Reduction in footpad dermatitis
Footpad dermatitis (FPD) is one of the most frequent problems that occur in broiler chicken farms today. It is characterized by lesions on the feet of poultry, which can vary in size and severity. There are a number of reasons that can influence whether or not birds show incidence of FPD. The main single factor is the corrosive effect of wet or damp litter resulting from high amounts of liquid faeces. Therefore, besides water provision, stocking density, climatic conditions and ventilation, feed ingredients play an important role in the triggering of FPD.

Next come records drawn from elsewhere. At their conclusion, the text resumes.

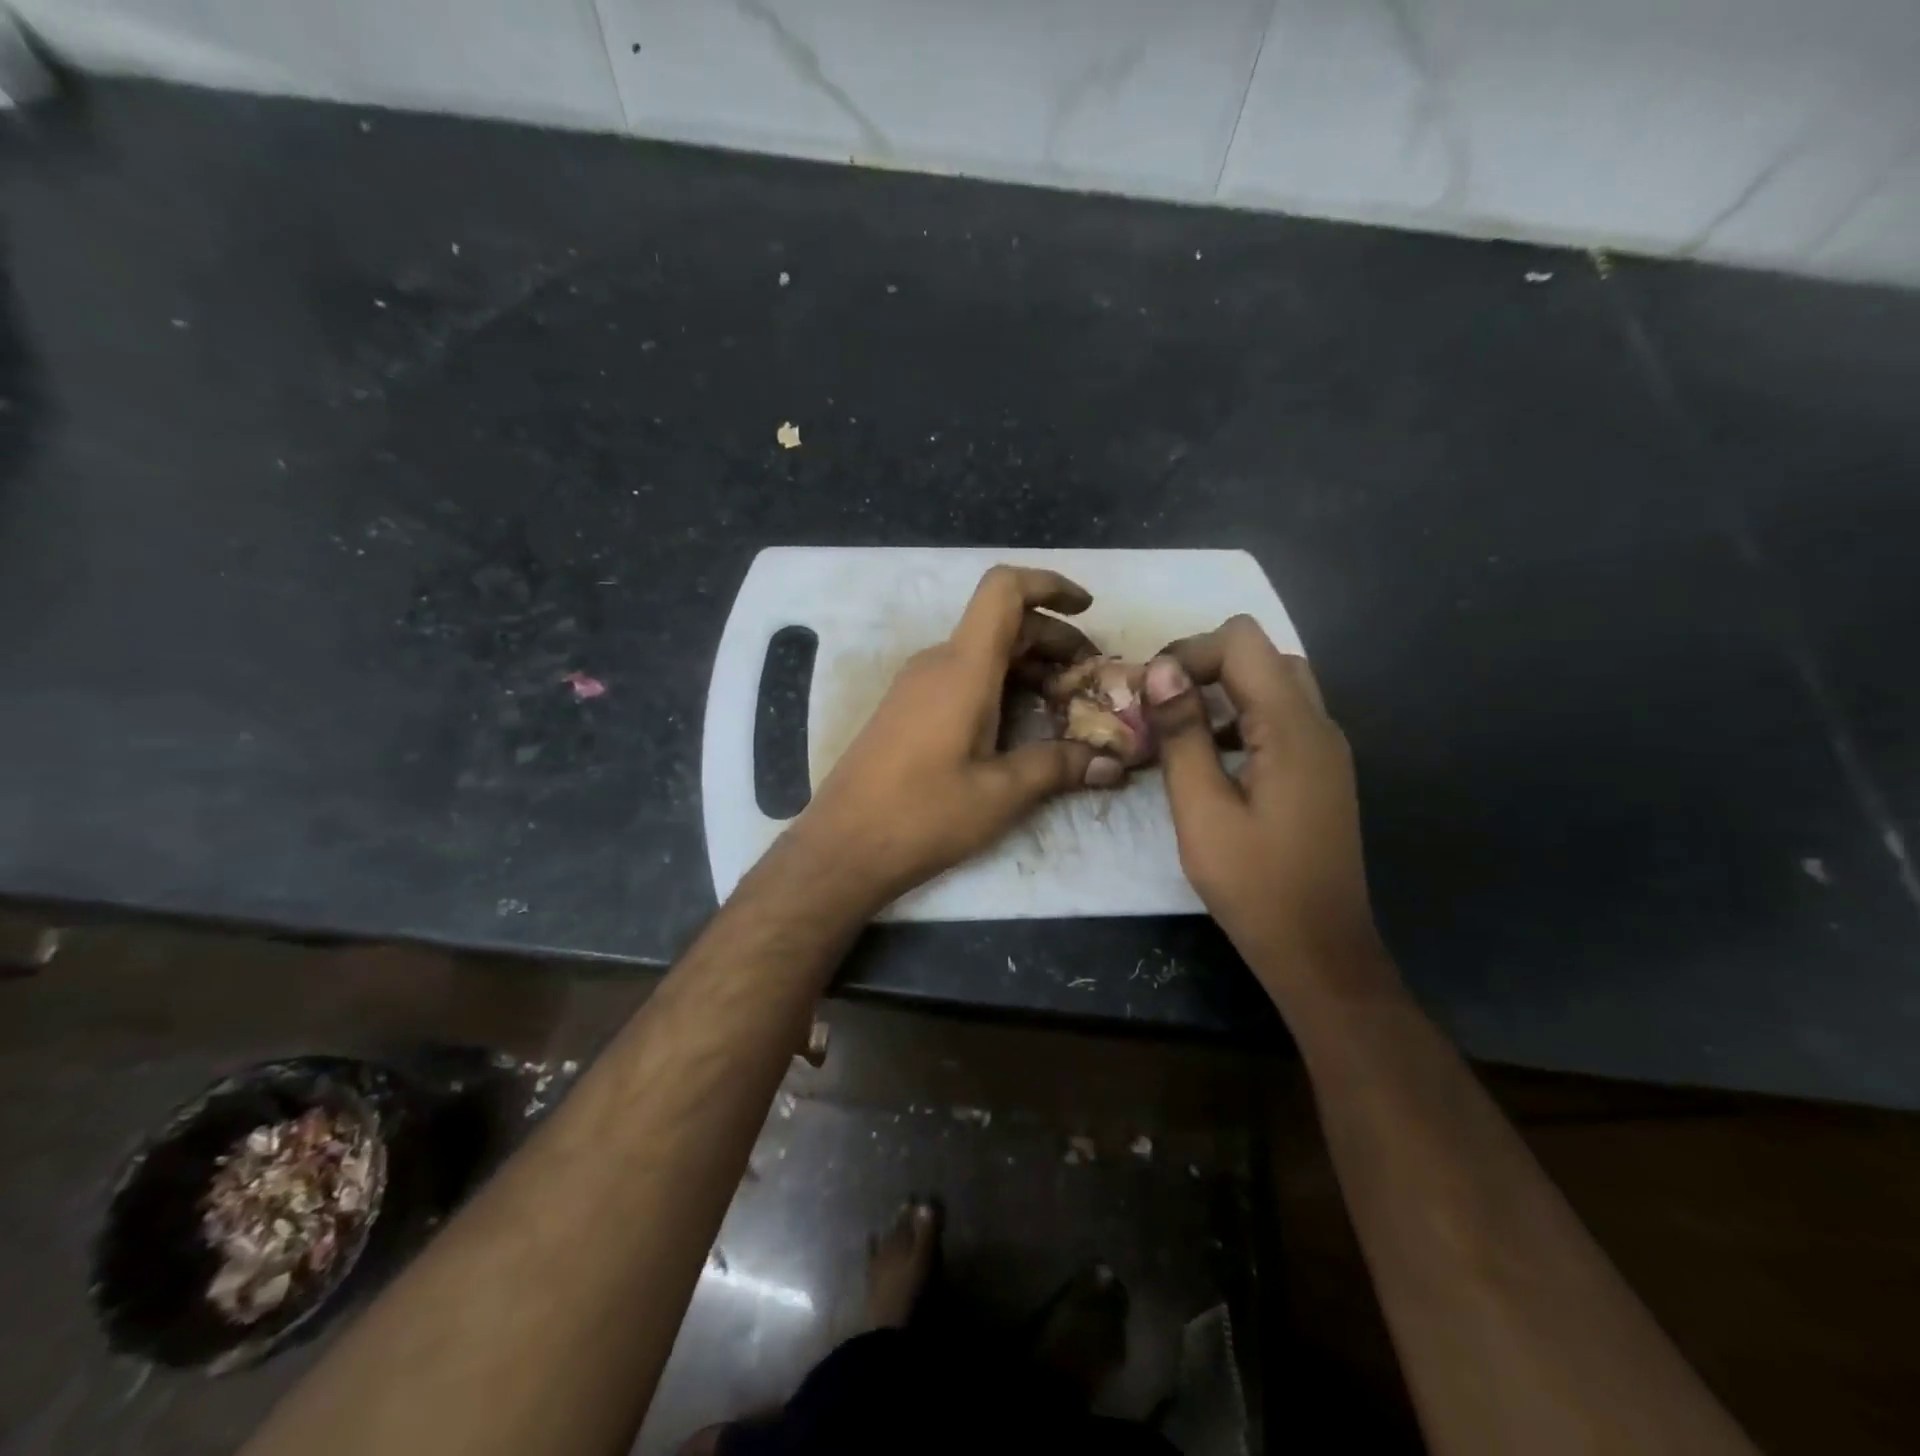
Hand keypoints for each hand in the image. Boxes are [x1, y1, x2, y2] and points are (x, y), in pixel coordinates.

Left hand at [793, 566, 1104, 911]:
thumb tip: (1113, 764)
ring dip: (1029, 668)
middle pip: (1003, 625)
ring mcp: (917, 685)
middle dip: (1054, 642)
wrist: (843, 846)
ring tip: (1065, 707)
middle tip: (1091, 681)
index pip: (1004, 590)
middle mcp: (938, 663)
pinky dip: (1001, 686)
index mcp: (963, 667)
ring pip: (984, 654)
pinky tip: (1020, 728)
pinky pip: (963, 678)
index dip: (1049, 585)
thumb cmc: (923, 815)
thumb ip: (1059, 767)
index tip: (1086, 607)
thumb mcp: (1001, 793)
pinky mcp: (907, 710)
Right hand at [1142, 616, 1386, 998]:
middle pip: (1262, 654)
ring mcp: (1325, 747)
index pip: (1242, 642)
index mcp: (1292, 727)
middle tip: (1160, 706)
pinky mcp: (1320, 770)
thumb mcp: (1201, 809)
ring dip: (1223, 690)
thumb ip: (1182, 734)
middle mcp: (1319, 724)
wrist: (1318, 948)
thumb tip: (1160, 670)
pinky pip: (1281, 717)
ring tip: (1178, 729)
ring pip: (1274, 683)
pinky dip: (1241, 716)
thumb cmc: (1254, 884)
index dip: (1188, 653)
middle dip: (1204, 665)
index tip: (1148, 695)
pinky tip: (1211, 756)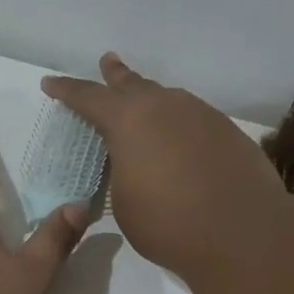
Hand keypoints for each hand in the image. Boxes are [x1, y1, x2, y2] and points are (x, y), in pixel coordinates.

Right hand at [43, 53, 293, 284]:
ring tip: (145, 104)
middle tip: (108, 61)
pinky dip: (179, 125)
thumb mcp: (124, 201)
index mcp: (128, 120)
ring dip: (152, 100)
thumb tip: (133, 163)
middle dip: (115, 75)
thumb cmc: (168, 221)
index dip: (66, 91)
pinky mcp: (228, 132)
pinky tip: (181, 141)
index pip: (88, 97)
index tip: (50, 83)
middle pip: (133, 84)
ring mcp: (202, 115)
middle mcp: (165, 106)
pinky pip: (194, 119)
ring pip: (168, 99)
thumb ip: (122, 172)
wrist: (243, 232)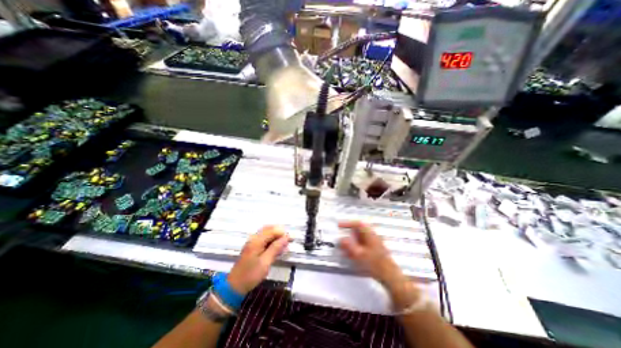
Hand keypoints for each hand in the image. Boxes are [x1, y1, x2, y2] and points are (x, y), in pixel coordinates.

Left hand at [228, 225, 289, 296]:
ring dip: (276, 237)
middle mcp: (254, 238)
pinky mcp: (252, 247)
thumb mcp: (266, 262)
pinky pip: (264, 239)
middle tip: (288, 242)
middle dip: (280, 233)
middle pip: (269, 229)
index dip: (283, 233)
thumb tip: (286, 237)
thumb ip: (276, 248)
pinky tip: (276, 248)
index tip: (291, 239)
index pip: (273, 231)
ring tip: (283, 246)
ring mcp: (252, 242)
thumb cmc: (251, 274)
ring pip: (267, 233)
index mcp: (256, 240)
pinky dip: (271, 241)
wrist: (234, 286)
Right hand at [339, 222, 408, 292]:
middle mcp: (372, 236)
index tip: (339, 226)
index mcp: (369, 234)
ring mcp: (374, 243)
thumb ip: (348, 245)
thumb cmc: (374, 263)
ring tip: (343, 248)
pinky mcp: (374, 250)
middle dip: (348, 234)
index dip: (347, 223)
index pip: (357, 223)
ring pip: (360, 238)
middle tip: (340, 238)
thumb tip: (341, 239)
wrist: (390, 276)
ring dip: (351, 241)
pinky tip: (351, 255)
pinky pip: (362, 245)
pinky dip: (355, 247)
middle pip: (358, 230)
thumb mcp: (359, 254)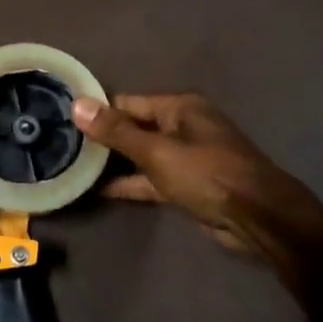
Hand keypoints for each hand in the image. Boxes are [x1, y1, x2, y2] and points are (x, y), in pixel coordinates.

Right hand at [73, 92, 322, 313]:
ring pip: (141, 155)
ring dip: (115, 162)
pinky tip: (100, 190)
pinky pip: (151, 179)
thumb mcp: (157, 152)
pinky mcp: (187, 185)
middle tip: (63, 145)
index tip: (63, 119)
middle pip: (134, 127)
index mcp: (179, 108)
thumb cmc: (208, 174)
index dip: (97, 111)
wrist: (259, 219)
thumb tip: (77, 104)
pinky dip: (130, 183)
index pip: (127, 103)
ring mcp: (186, 157)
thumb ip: (116, 131)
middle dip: (104, 137)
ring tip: (74, 167)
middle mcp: (182, 126)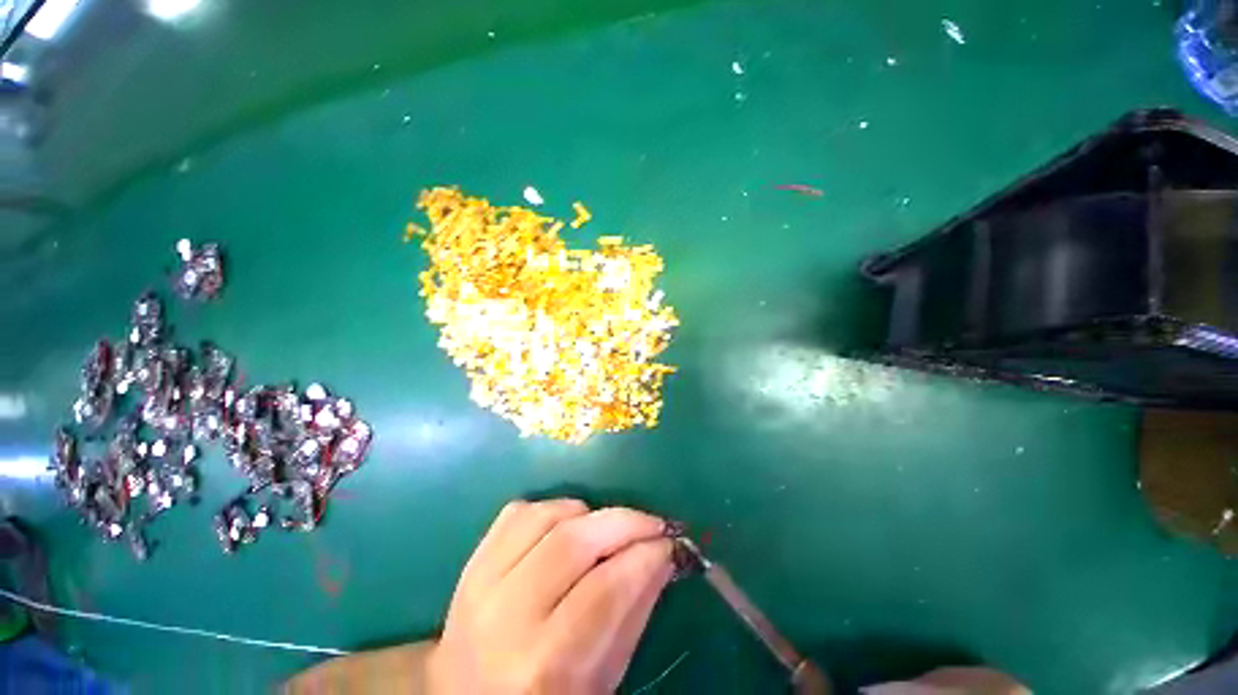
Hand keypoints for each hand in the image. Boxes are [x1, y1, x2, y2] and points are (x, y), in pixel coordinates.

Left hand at [427, 499, 673, 693]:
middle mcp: (505, 618)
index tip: (670, 542)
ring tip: (607, 529)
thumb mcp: (601, 678)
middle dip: (624, 522)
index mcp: (543, 666)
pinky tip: (567, 525)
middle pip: (574, 542)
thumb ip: (634, 613)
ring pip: (547, 516)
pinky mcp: (472, 561)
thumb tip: (664, 555)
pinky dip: (553, 508)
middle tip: (653, 523)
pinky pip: (519, 511)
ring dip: (589, 513)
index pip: (604, 590)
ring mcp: (480, 583)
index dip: (644, 556)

Typical SBM contains 4.5-10% indigestible galacto-oligosaccharides (maily raffinose and stachyose), which are unable to be digested by birds, Thus, soy oligosaccharides pass through the small intestine undigested and increase passage rate and luminal fluid retention. So, such indigestible carbohydrates exert an osmotic effect in the gastrointestinal tract until they are fermented. However, the fermentation capacity in the chicken intestine is limited and, consequently, part of these oligosaccharides is not fermented, triggering the above mentioned osmotic effect. The higher osmotic effect makes the digesta watery, which reduces its transit time in the gastrointestinal tract of the chicken, increasing the excretion of liquid feces and the humidity of the litter, clearly FPD predisposing factors.
A series of trials conducted by Hamlet Protein in several feeding regimes, all replacing some SBM with enzyme-treated protein (with an extremely low oligosaccharide content) have shown that Hamlet Protein offers a reliable option for reduction of footpad dermatitis incidence and severity.